[tex-live] TL 13 -- how many maintained installations are there?

Zdenek Wagner zdenek.wagner at gmail.com
Tue Apr 15 14:04:52 CEST 2014

2014-04-15 13:41 GMT+02:00 Mojca Miklavec <mojca.miklavec.lists at gmail.com>:
> On Tue, Apr 15, 2014 at 12:44 PM, AW <alexander.willand at t-online.de> wrote:
>> Hi,
>> while TL 13 will be frozen soon, I'd like to thank to all the people who
>> helped creating and maintaining it.
>> You, e.g. Karl, Norbert, and many others have been working for us, the users.
>> But how many are we, the users?
>> Clearly, you cannot count all of the tex-live installations which come with a
>> Linux distribution. You never know, whether it will be used ever.
>> So maybe we could get a rough estimation of active users by counting the
>> computers which update a given TL 13 installation.
>> Is there a way to find out how many computers have updated TL 13 using tlmgr,
>> at least once? Or is this somewhere between difficult and impossible to find out,
>> because the mirrors don't count how often an update has been downloaded?
>> The introduction of the companion, 2. ed., made a forecast (I'm refering to
>> the German edition): LaTeX wil be used extensivly for another 15 years until
>> 2020.
>> If possible without too much time and effort, I'd like to find out how we
>> perform, ten years later now.
> There's a large number of CTAN mirrors from where users can update
> installation. By simply forgetting all cases when users fetch TeX Live
> and update from a local server at some University, not counting any
> distribution shipped by package managers etc. ... you still need to
> convince admins of individual CTAN mirrors to publish summaries from
> combined logs (rsync, http, ftp). And then you need to deal with users
> with constantly changing IP addresses etc. Or users constantly
> switching between different CTAN mirrors to prevent from counting a
> single user ten times. (IP addresses are something that should not be
> communicated between CTAN nodes, so I don't see any good way to
> correct for that.)
The computers may also be placed behind NAT so that several compuers
will share the same public IP address.

> You could pick a random CTAN node, do a rough count at that node and
> then extrapolate. But that would be highly inaccurate metric. It might
> give you the order of magnitude, but nothing more than that.
> It might be interesting though to introduce an "opt-in statistics
> collection package". I believe that Debian has something like that.

Redhat has opt-in anonymous sending of HW configuration after installation.
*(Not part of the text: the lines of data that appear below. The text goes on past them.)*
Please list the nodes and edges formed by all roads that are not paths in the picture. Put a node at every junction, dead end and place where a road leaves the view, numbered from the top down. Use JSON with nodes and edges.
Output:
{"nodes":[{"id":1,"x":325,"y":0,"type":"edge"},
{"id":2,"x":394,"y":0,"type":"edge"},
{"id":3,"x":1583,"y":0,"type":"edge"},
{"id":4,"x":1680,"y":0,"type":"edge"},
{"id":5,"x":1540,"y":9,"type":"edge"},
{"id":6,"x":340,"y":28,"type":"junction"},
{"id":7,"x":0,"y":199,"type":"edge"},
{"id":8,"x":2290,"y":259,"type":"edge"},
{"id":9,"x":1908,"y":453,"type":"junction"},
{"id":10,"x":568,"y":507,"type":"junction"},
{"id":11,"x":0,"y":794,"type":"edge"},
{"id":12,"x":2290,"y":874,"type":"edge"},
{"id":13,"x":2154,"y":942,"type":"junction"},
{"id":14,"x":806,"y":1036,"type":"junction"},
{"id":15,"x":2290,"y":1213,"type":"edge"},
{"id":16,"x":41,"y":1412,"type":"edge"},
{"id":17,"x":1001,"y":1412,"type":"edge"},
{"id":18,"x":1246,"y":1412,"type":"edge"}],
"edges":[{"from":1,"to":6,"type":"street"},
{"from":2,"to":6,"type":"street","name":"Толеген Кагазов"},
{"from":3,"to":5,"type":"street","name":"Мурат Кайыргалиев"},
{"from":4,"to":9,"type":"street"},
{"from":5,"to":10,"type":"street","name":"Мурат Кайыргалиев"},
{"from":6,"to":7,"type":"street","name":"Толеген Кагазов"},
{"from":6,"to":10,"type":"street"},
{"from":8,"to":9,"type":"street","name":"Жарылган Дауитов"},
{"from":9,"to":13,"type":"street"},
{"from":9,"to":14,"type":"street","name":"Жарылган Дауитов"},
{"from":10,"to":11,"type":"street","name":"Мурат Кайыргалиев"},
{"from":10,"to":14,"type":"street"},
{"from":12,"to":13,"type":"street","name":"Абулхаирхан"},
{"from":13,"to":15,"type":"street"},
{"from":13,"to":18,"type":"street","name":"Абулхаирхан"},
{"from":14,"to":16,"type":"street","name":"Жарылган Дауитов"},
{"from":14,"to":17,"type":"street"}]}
> This could be also useful for deciding which packages are popular
> among others. But it would be almost useless in the current scenario
> because most users simply install all packages and be done with it.
> (This might work with MikTeX, but not with TeX Live.) And if it's an
> opt-in feature, you don't get any realistic numbers anyway.
> So: while not entirely impossible to do it, it would probably require
> some joint effort to collect at least somewhat realistic statistics.